A cellular analysis of residual hemopoietic deficiencies in mice after 4 repeated doses of 4.5 Gray X rays.

A sub-optimal plateau in numbers of femoral stem-cells (CFU-S) in mice after 4 doses of 4.5 Gray X rays (each separated by 21 days), was shown to persist at 20-30% of control up to 1 year after the last dose, when about 50% of the mice had survived. The concentration of white cells in the blood was maintained persistently at about 70% of control, whereas the concentration of red cells was normal up to 4 months and then it declined to about 75% of control at 10 months after irradiation. Concentrations of some committed progenitor cells in the marrow (GM-CFC and ERC), which are capable of amplification cell divisions, were intermediate between the concentrations of marrow stem cells and mature blood cells in both the granuloid and the erythroid cell lineages, respectively.
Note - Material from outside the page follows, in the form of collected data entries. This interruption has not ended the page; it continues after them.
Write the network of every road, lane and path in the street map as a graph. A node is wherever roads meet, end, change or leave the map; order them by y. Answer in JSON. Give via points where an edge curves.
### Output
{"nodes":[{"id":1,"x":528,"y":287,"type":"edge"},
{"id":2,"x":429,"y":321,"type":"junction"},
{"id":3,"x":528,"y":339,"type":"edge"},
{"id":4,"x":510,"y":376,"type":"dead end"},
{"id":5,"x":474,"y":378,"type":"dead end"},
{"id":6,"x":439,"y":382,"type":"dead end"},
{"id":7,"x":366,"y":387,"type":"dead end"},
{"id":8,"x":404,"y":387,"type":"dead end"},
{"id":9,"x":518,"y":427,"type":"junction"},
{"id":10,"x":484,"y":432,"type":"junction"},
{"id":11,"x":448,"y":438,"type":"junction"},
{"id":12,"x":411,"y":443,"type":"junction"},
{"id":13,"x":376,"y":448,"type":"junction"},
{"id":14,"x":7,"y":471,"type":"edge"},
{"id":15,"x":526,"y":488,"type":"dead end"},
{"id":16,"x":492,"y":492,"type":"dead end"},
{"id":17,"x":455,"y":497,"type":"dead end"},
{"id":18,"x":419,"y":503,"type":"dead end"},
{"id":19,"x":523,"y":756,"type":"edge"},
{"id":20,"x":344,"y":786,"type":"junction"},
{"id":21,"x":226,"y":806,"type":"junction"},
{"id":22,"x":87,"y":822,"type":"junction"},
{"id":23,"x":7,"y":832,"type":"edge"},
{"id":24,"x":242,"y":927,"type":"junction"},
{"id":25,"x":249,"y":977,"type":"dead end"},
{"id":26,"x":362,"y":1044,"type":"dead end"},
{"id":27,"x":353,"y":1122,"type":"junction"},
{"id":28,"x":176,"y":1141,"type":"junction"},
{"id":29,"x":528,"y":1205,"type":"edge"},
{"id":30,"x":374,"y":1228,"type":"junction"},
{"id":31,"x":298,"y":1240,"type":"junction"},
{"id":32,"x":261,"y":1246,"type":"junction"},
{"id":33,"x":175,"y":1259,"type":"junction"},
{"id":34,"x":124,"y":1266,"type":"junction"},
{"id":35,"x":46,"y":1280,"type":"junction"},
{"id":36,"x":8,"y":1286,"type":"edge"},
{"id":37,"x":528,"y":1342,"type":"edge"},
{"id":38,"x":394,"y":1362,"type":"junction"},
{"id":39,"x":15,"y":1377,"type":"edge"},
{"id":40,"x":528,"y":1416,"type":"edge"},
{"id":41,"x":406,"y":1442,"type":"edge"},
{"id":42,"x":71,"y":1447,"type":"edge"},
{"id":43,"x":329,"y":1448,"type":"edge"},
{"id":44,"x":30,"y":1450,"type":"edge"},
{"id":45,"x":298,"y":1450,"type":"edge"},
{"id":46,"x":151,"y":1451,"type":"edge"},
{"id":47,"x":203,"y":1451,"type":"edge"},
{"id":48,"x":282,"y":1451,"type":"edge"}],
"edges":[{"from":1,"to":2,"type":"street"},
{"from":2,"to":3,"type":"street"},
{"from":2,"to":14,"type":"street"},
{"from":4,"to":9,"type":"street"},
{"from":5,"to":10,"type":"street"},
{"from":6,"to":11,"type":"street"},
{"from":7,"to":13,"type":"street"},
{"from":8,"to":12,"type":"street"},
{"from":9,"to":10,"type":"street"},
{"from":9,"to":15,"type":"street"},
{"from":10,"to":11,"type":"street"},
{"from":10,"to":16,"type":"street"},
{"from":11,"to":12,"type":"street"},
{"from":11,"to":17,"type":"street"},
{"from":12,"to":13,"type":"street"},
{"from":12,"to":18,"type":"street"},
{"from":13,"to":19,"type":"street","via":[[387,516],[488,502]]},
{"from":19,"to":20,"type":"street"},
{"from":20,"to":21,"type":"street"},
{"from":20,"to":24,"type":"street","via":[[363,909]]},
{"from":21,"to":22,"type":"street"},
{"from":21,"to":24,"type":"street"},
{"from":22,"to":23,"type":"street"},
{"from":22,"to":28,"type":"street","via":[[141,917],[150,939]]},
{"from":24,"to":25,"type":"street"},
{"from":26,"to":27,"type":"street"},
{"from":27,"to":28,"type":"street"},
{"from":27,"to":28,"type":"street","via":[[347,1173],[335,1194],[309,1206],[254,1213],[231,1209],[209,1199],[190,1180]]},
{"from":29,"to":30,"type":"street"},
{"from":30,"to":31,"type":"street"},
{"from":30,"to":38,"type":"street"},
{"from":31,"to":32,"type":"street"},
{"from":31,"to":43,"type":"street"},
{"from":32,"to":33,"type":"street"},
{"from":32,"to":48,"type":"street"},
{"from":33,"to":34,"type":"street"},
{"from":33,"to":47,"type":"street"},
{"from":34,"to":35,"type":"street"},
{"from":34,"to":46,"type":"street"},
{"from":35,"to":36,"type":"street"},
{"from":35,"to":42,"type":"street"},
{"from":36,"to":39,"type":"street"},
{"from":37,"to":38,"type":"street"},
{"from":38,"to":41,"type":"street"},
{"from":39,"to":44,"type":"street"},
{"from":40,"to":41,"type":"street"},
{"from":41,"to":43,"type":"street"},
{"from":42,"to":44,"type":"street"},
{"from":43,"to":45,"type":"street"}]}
Hence increased amplification was a mechanism operating for a prolonged period in the production of numbers of mature cells. The numbers were subnormal, however, and this corresponded to only 1 extra amplification division on average. There was a slow decline after 6 months in the numbers of CFU-S, BFU-E and GM-CFC, and in the hematocrit, with reference to age-matched controls. The decline was due partly to a prevention of the natural increase in cell numbers in the marrow with the age of the mice, which was also seen with the femoral content of a stromal progenitor cell (CFU-F). A defect in the repeatedly-irradiated CFU-S population was detected as a persistent inability to produce colonies containing the same number of daughter CFU-S as contained in colonies derived from unirradiated marrow and assayed at the same time.